Malgré des chapitres assez courts, je n’ai pu m’empêcher de trouver le temps atrocement long. Des passages entiers sont dispensables et ne font rien avancer, ce qui empêche de savourer quelques pépites de paragraphes assez forts qui en toucheront plus d’un – jeux de mots à foison et autres monologues désabusés. Mais le second opus, que j’imaginais lever le voile sur l’intrigue, ne fait qu’ajouter à la confusion générale, que l’excipit du roman ne lève point.
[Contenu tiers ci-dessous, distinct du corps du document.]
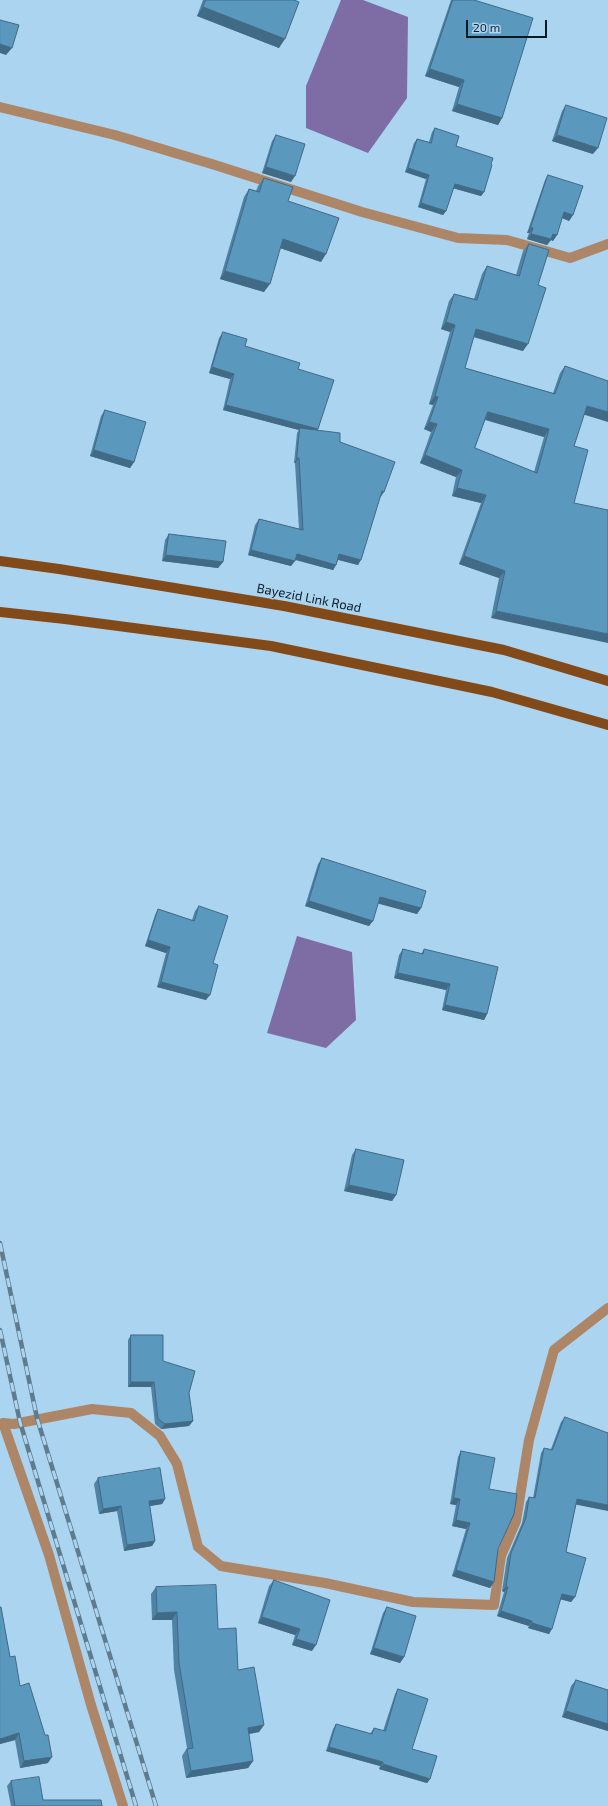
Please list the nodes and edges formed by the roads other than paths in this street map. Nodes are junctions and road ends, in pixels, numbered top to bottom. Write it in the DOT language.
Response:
graph roads {
  1 [pos="0,107"];
  2 [pos="608,244"];
  3 [pos="0,561"];
  4 [pos="0,612"];
  5 [pos="608,681"];
  6 [pos="608,725"];
  7 [pos="608,1308"];
  8 [pos="123,1806"];
  1 -- 2 [label="street"];
  3 -- 5 [label="main road, Bayezid Link Road"];
  4 -- 6 [label="main road"];
  7 -- 8 [label="street"];
}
Un diptyque qui semble plus tenir du drame psychologique que du thriller, mais sans les qualités de ce premier.
Thèmes abordés (du moins selon Le Tigre)
Bien évidemment, publier deux ouvrages de la sorte amènent à s’interroger sur une certaine forme de morbide dualité. Un dialogue ayant pour sujet la mort entre deux objets littéraires incarnant chacun un acteur : le donneur et le récepteur unis (puis mélangés, mais je n’ai sûrement pas dû comprendre) tel un serpent se mordant la queue. En rajoutant un joli brin de folie hallucinée, je dois vous avouer avoir cru à la fin du premier roman que le protagoniste était atteint d’un léger désordre de personnalité multiple – avouez que ça aurait eu de la gueule. La fin n’est pas de cet acabit, en fait je n’ai aucune idée de ce que comptait révéler l’auteur – et regrette par conséquent d’être allé au bout du second tome.
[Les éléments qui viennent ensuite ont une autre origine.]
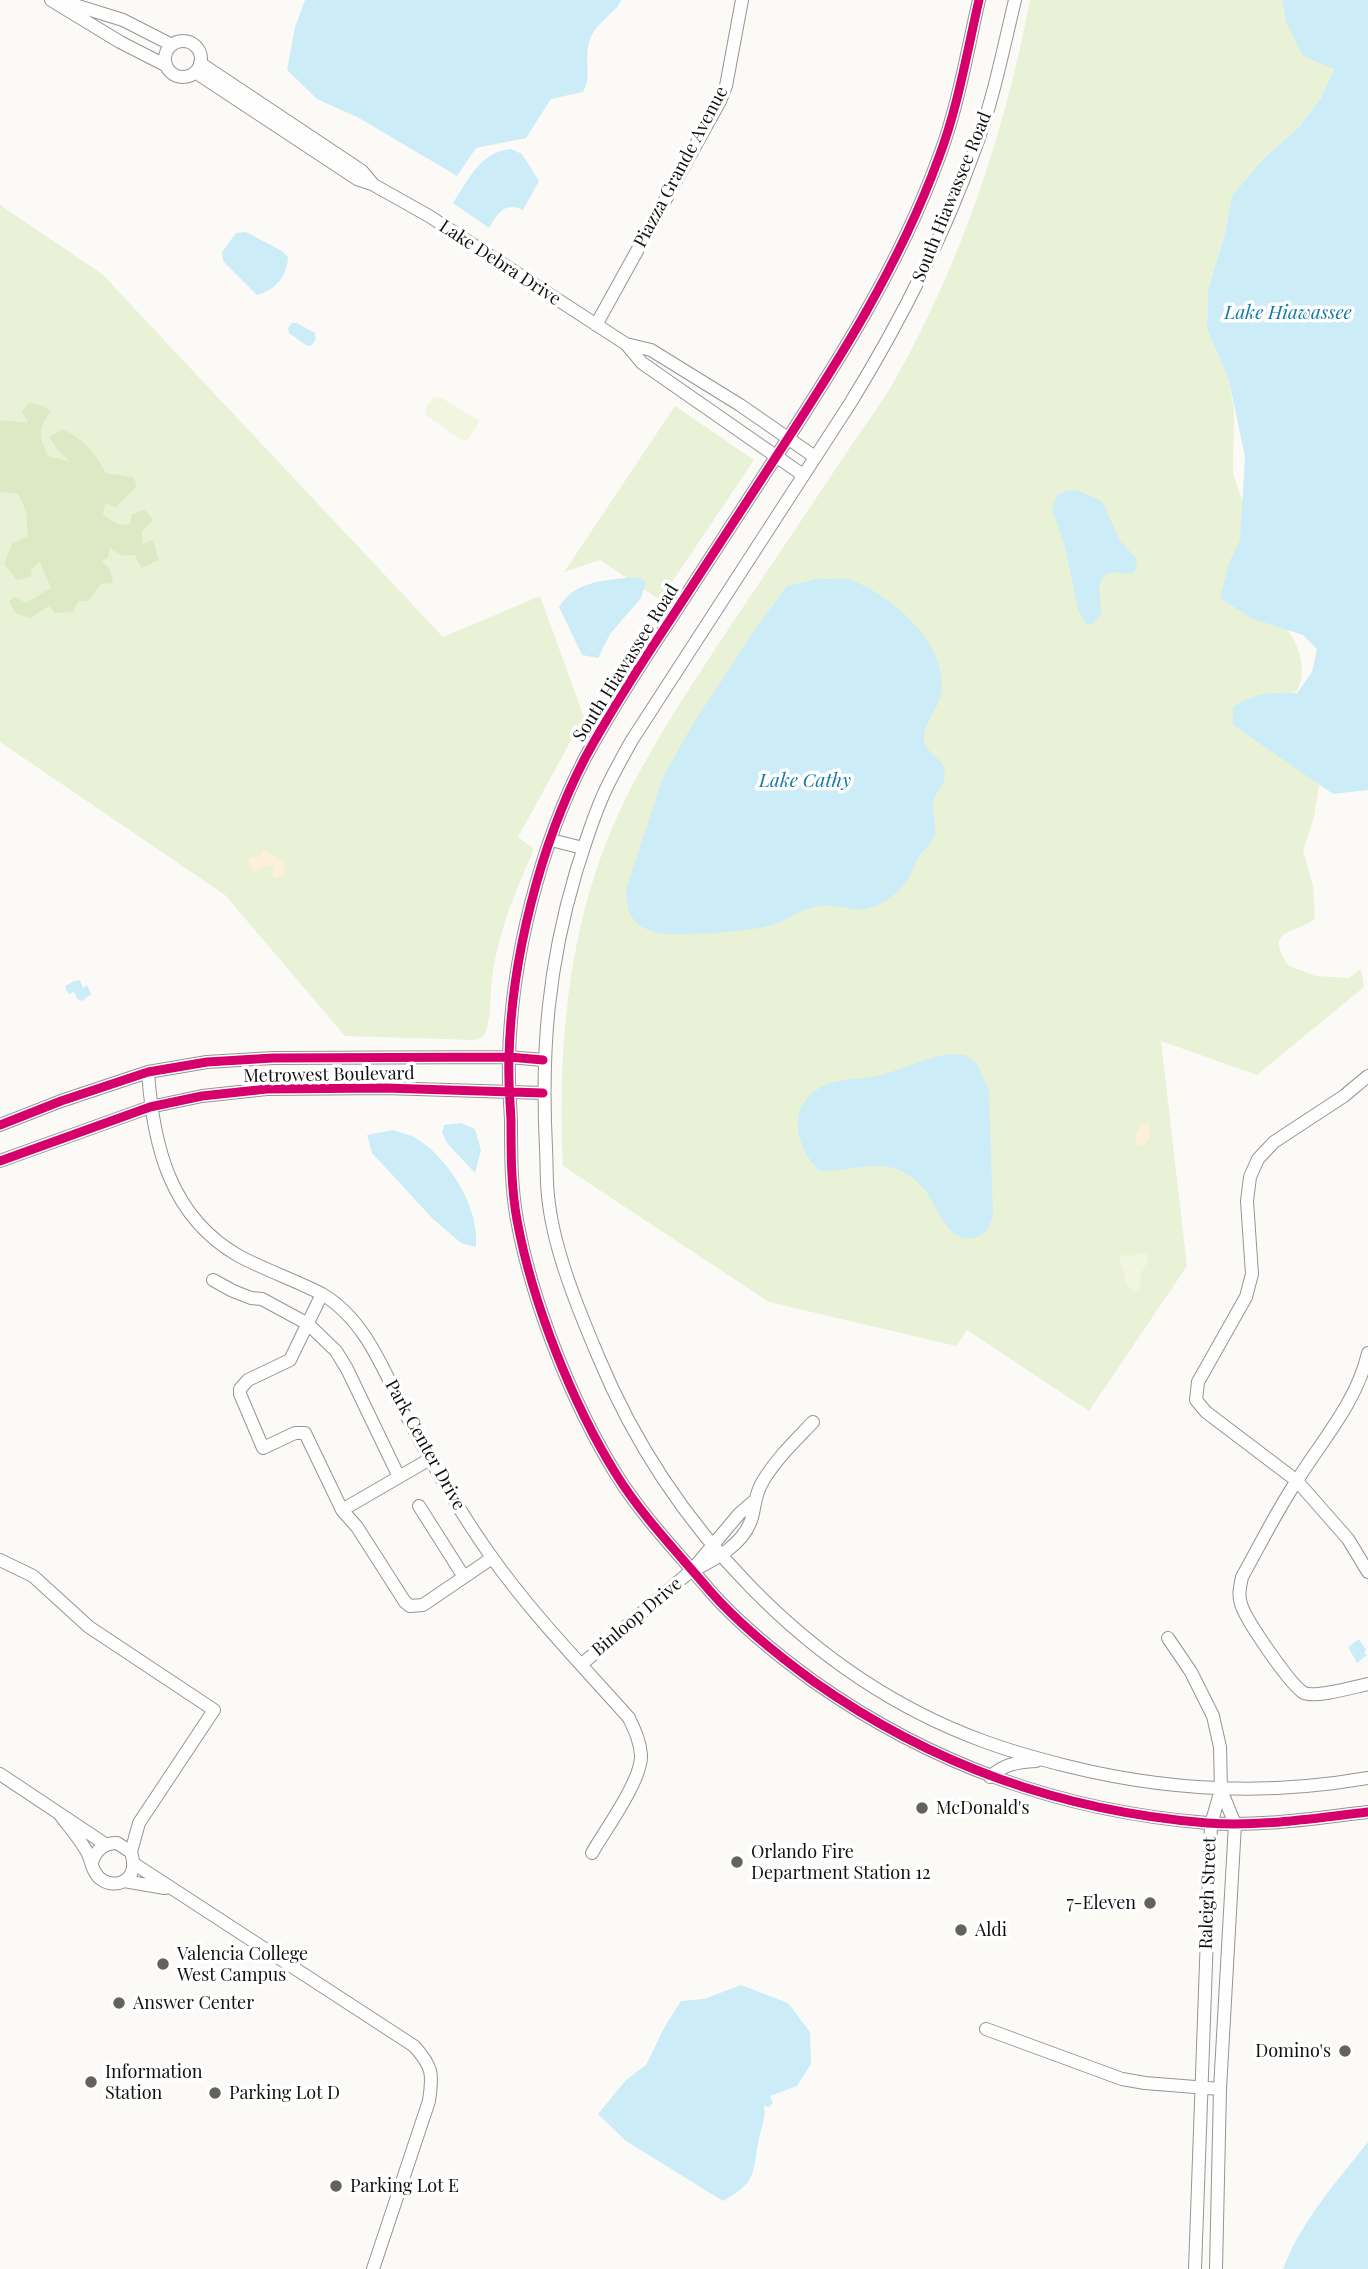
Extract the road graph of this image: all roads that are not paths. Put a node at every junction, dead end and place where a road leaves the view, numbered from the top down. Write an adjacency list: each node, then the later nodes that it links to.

Tant qu’on parle de dualité, le félin n’a pas totalement saisi le principe consistant à vendre deux ouvrages sachant qu’on ne peut lire l’un sans l’autre – peu importe l’ordre. Un seul livre, certes partagé en deux parties, aurait eu plus de sens et aurait permis au lecteur de passer d’un titre à l’autre sans difficulté, parce que tenir dans entre ses pognes deux bouquins et devoir relever les subtilités de narration est pour le moins peu pratique.
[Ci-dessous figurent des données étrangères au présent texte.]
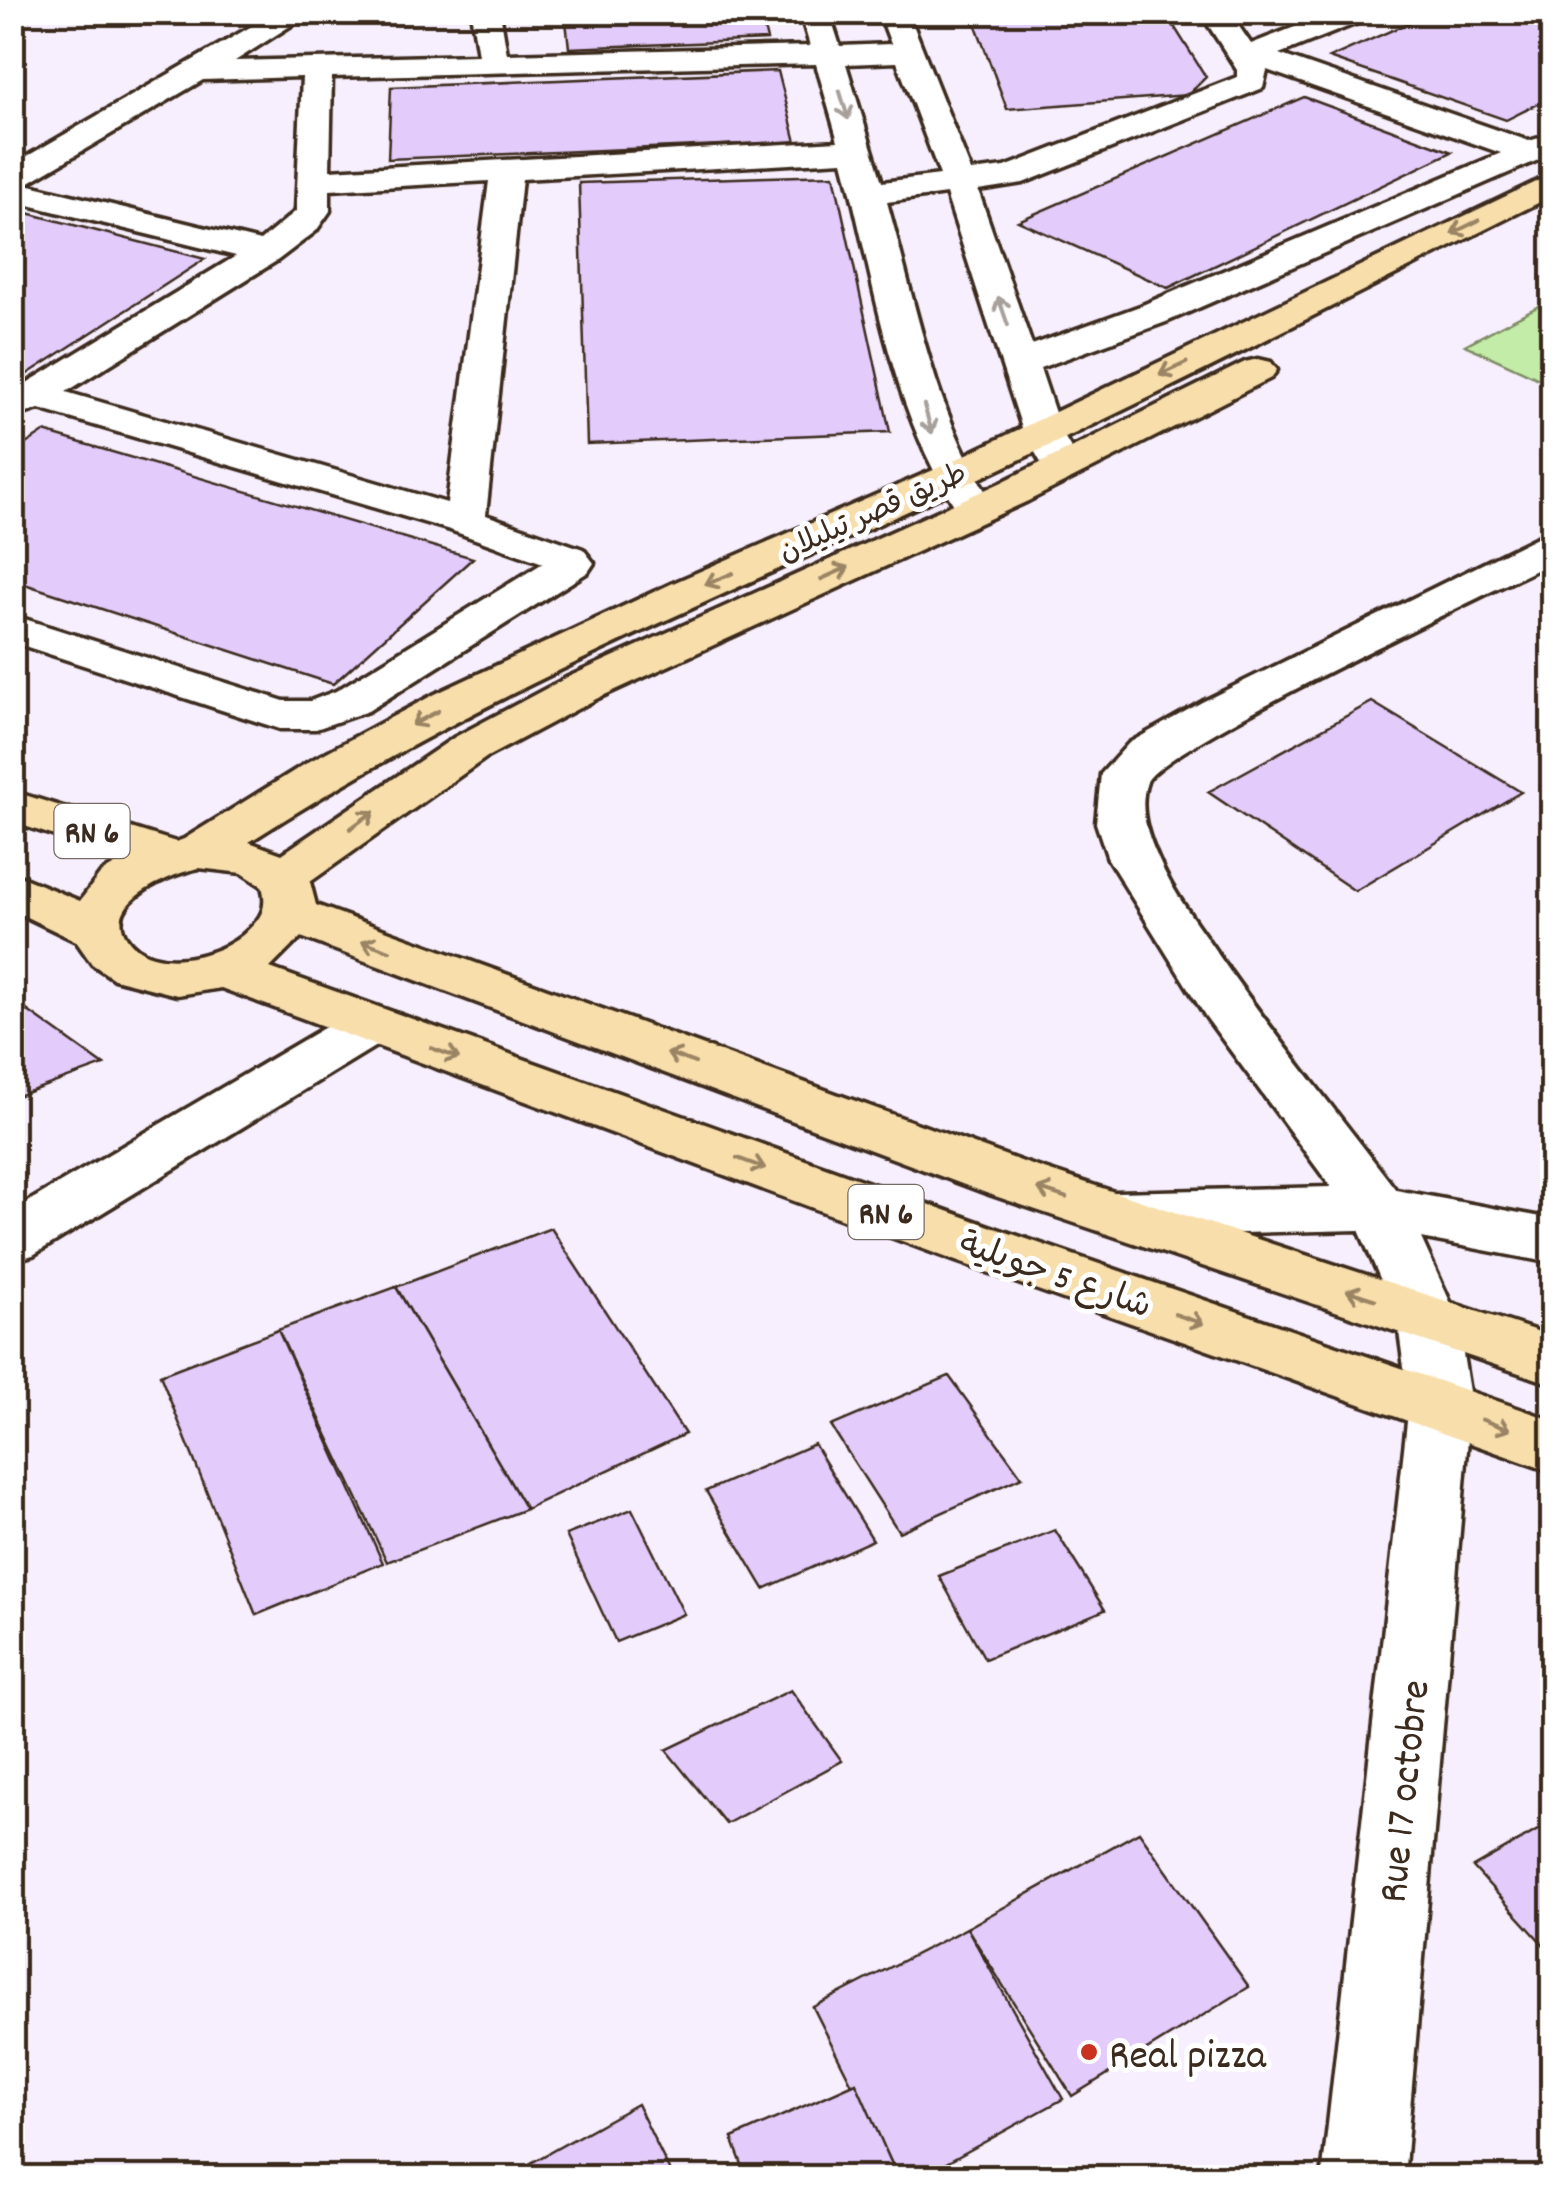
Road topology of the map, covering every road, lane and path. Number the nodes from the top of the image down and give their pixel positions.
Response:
1 (298, 12) edge
2 (485, 12) edge
3 (814, 12) edge
4 (892, 12) edge
5 (1214, 12) edge
6 (1360, 12) edge
7 (906, 52) junction
8 (1245, 52) junction
9 (828, 55) junction
10 (494, 63) junction
11 (318, 68) junction
12 (200, 71) junction
13 (858, 150) junction
14 (1546, 160) edge
15 (507, 170) junction
16 (12, 179) edge
17 (314, 181) junction
18 (960, 185) junction
19 (12, 191) edge
20 (869, 194) junction
21 (1552, 225) edge
22 (266, 253) junction
23 (1021, 362) junction
24 (23, 402) edge
25 (1042, 430) junction
26 (1062, 467) junction
27 (964, 492) junction
28 (465, 521) junction
29 (1552, 546) edge
30 (12, 628) edge
31 (12, 806) edge
32 (185, 855) junction
33 (12, 890) edge
34 (287, 896) junction
35 (98, 931) junction
36 (223, 970) junction
37 (370, 1026) junction
38 (1378, 1208) junction
39 (1116, 1214) junction
40 (12, 1239) edge
41 (1552, 1240) edge
42 (1427, 1317) junction
43 (1552, 1360) edge
44 (1440, 1404) junction
45 (1552, 1446) edge
46 (1363, 2178) edge

1 - 12 street
2 - 10 street
3 - 9 street
4 - 7 street
5 - 8 street
6 - 8 street
7 - 9 street
7 - 18 street
8 - 14 street
8 - 18 street
9 - 10 street
9 -> 13 street
10 - 11 street
11 - 12 street
11 - 17 street
12 - 16 street
13 - 15 street
13 - 20 street
14 - 23 street
14 -> 25 main road, طريق قصر تيليلان
15 - 17 street
15 - 28 street
17 - 22 street
18 - 20 street
23 -> 18 street
19 - 22 street
20 -> 27 street
21 - 26 main road, طريق قصر تيليلان
22 - 24 street
23 - 25 street
24 - 28 street
25 - 26 street
25 - 27 main road, طريق قصر تيليلان
26 - 27 main road, طريق قصر تيليلان
27 -> 32 main road, طريق قصر تيليلان
34 -> 27 main road, طريق قصر تيليلان
28 - 30 street
29 - 38 street, Rue 17 octobre
31 - 32 main road, RN 6
32 - 34 main road
32 - 35 main road
33 - 35 main road, RN 6
34 - 36 main road
39 -> 34 main road, RN 6
35 - 36 main road
36 - 37 main road, شارع 5 جويلية / RN 6
37 - 40 street
37 -> 44 main road, شارع 5 جويلية / RN 6
38 - 39 street
38 - 41 street
38 - 42 street, Rue 17 octobre
42 -> 39 main road, RN 6
42 - 43 main road, RN 6
42 - 44 street, Rue 17 octobre
44 -> 45 main road, شارع 5 جويلية / RN 6
44 - 46 street, Rue 17 octobre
Enfin, La mort est anonyme/est la mort parle avant tout (à mon humble sens) de la grande faucheuse qui revêt les oripeaux de la solitude. Sylvain, divorcé, est terriblement seul et c’est peut-être la raison pour laquelle il n’envoie pas chier le con à l’autre bout du fil. Aussi seul est sa Némésis qui, paradoxalement, en vient à occire un vieil homme qui attend cet instant comme une délivrance. Cependant, l’absence de description prenante, participant à un cruel manque d’immersion ne permet pas de rendre compte de la douleur des intervenants.
à rapprocher de :
– De cet écrivain, j’avais buté sur Le chemin d’Heming. Au moins c’est plus court à lire et il y a comme une atmosphère que certains pourraient trouver point désagréable.
Un bouquin neurasthénique et de plus a double dose, c`est juste ce qu`il me faudra pour me calmer quand j`aurai gagné a la loterie et que j`aurai réussi a emballer la nouvelle voisine qu`a des cuisses qui remontent jusqu`au septieme ciel (mon mari!). Suis en train de lire « Les cavaliers » de Kessel et je me dis qu`on a pas fait mieux depuis.
Punaise ce jeu de mot au milieu du commentaire…bonheur. Je note pour Kessel, faudra que je m’y mette.